In this issue of the Netherlands Journal of Medicine, Bouamar et al.1 report the results of their prematurely terminated randomised controlled trial in renal transplantation recipients on the early conversion of tacrolimus, a calcineurin inhibitor (CNI), to everolimus, a mammalian target of rapamycin inhibitor (mTORi), with concomitant withdrawal of steroids. An excess in acute rejections (30% versus 6.7%) resulted in the decision to terminate the study after the inclusion and randomisation of 60 of the intended 194 subjects.
Current standard immunosuppressive regimens in renal transplantation include CNIs and result in low rates of allograft rejection, and good long-term allograft survival. However, CNIs have chronic nephrotoxic effects and there is a search for further improvement of immunosuppressive regimens to reduce these adverse long-term effects. Late (i.e. more than one year after transplantation) conversion from CNI to mTORi showed no improvement in long-term renal function. Early conversion studied in the ZEUS trial showed better renal function with a benefit of 6.4 ml/ min/1.73 m2 for everolimus compared with cyclosporine five years after transplantation.2 However, cyclosporine is no longer the most prescribed CNI in current transplantation care, as immunosuppression with low-dose tacrolimus, mycophenolic acid and prednisolone after daclizumab induction was found to result in superior renal allograft survival after 12 months compared with low-dose cyclosporine and low-dose sirolimus after induction or standard dose cyclosporine without induction.3,4 The recently published ELEVATE trial is the largest study to date on early conversion from CNI to mTORi and included 715 subjects. No difference in renal function after one year was observed.5 However, CNI and in particular tacrolimus treatment resulted in superior prevention of biopsy-proven acute rejection (BPAR) with a 2.4-fold increased risk in the everolimus arm. Long-term effects are awaited and are the main outcome of interest, especially with the tacrolimus subgroup as comparator, since tacrolimus is the standard CNI of choice. Tacrolimus was used as sole CNI in the study by Bouamar et al. and this could partially explain the high relative risk of rejection for everolimus.

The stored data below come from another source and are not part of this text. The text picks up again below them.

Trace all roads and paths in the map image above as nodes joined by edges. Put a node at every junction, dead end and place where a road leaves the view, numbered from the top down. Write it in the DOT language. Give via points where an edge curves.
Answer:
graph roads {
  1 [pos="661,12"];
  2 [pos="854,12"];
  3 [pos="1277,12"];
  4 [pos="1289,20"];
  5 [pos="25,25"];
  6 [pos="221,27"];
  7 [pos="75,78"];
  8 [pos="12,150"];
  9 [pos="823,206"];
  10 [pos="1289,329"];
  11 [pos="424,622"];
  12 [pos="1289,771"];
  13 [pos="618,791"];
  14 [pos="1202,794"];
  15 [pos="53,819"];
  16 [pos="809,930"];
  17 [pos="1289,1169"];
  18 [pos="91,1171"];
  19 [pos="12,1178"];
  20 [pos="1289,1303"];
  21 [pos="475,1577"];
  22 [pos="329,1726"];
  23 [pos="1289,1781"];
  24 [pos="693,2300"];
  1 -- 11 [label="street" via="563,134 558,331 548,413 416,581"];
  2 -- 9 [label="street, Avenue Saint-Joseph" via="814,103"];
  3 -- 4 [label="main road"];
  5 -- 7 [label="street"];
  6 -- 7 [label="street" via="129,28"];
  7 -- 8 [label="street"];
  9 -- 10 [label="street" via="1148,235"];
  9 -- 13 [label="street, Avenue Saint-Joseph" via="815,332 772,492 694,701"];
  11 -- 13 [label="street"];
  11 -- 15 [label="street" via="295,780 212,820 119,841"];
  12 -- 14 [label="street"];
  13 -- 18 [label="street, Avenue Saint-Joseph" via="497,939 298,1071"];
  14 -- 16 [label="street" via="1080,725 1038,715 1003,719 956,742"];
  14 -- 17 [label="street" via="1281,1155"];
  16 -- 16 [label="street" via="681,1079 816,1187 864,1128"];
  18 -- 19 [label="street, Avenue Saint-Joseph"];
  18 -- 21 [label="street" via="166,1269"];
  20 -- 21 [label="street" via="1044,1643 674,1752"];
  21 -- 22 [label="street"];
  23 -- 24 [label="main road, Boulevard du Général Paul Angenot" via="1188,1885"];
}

Another important issue that needs to be mentioned is the concomitant withdrawal of steroids. The ELEVATE trial did not eliminate steroids which could be relevant for explaining the lower overall rate of biopsy-proven acute rejection. A recent Cochrane review discussed the effects of steroid withdrawal and concluded that there is no scientific basis to advise in favour of steroid withdrawal since it resulted in higher biopsy proven rejection rates and did not reduce the number of adverse effects. However, the overall quality of included studies was poor.6 The study by Bouamar et al. resulted in an unacceptable acute rejection rate in the intervention arm within the first year after renal transplantation. This was obviously not the trial’s intention, but a design based on the prevailing institutional protocol including steroid withdrawal unintentionally illustrated the lower limit of acceptable immunosuppression in an everolimus-based regimen. This negative trial is therefore relevant and should be published, even if one can question the initial design in hindsight.
THE NEXT STEP
Alternative strategies are being explored in order to reduce CNI exposure. The combination of lower tacrolimus dosing plus mTORi in combination with steroids seems promising. In the Cochrane review on CNI avoidance this strategy seems non-inferior in acute rejection risk and is associated with a lower incidence of viral infections.7 The recently presented TRANSFORM study (2037 subjects) supports these data with similar allograft function and BPAR rates at one year after transplantation.8 A more definitive answer regarding the long-term effects on renal function is awaited. It should be noted that both tacrolimus and cyclosporine are used as CNI in the TRANSFORM study.9
In this editorial, we would like to highlight two observations that can be made with respect to the discussion above. First, few large collaborative efforts with harmonised protocols studying alternative strategies in immunosuppression after renal transplantation to optimise efficiency, validity and quality were initiated to address this topic. Looking back at the history of the CNI-mTORi conversion trials and steroid withdrawal studies, it is striking that there are multiple small studies with different designs, missing information and absent long-term follow-up data. A publication bias is likely to exist with negative results that never reached publication. Also, the inclusion of cyclosporine as CNI of choice does not aid in deciding whether the studied strategy is superior to tacrolimus-based regimens. Sub-analysis could address this issue, but only if studies are sufficiently powered.
Second, in the study of Bouamar et al. there were individuals that fared well by the studied regimen. What characterised them? Can they be identified shortly after transplantation to benefit from this regimen? The term transplantomics was coined several years ago; this suggests an aim of collective characterisation and quantification of the biology that translates into the function and dynamics of the graft and its recipient. In the mentioned trials deep phenotyping and genotyping of recipients and donors is lacking. Larger trials should include thorough (immuno)phenotyping and genotyping in order to come to individualised immunosuppression.
To maximise yield and optimise outcome for future renal transplant recipients, collaborations with molecular biology as well as between clinical institutions should be intensified.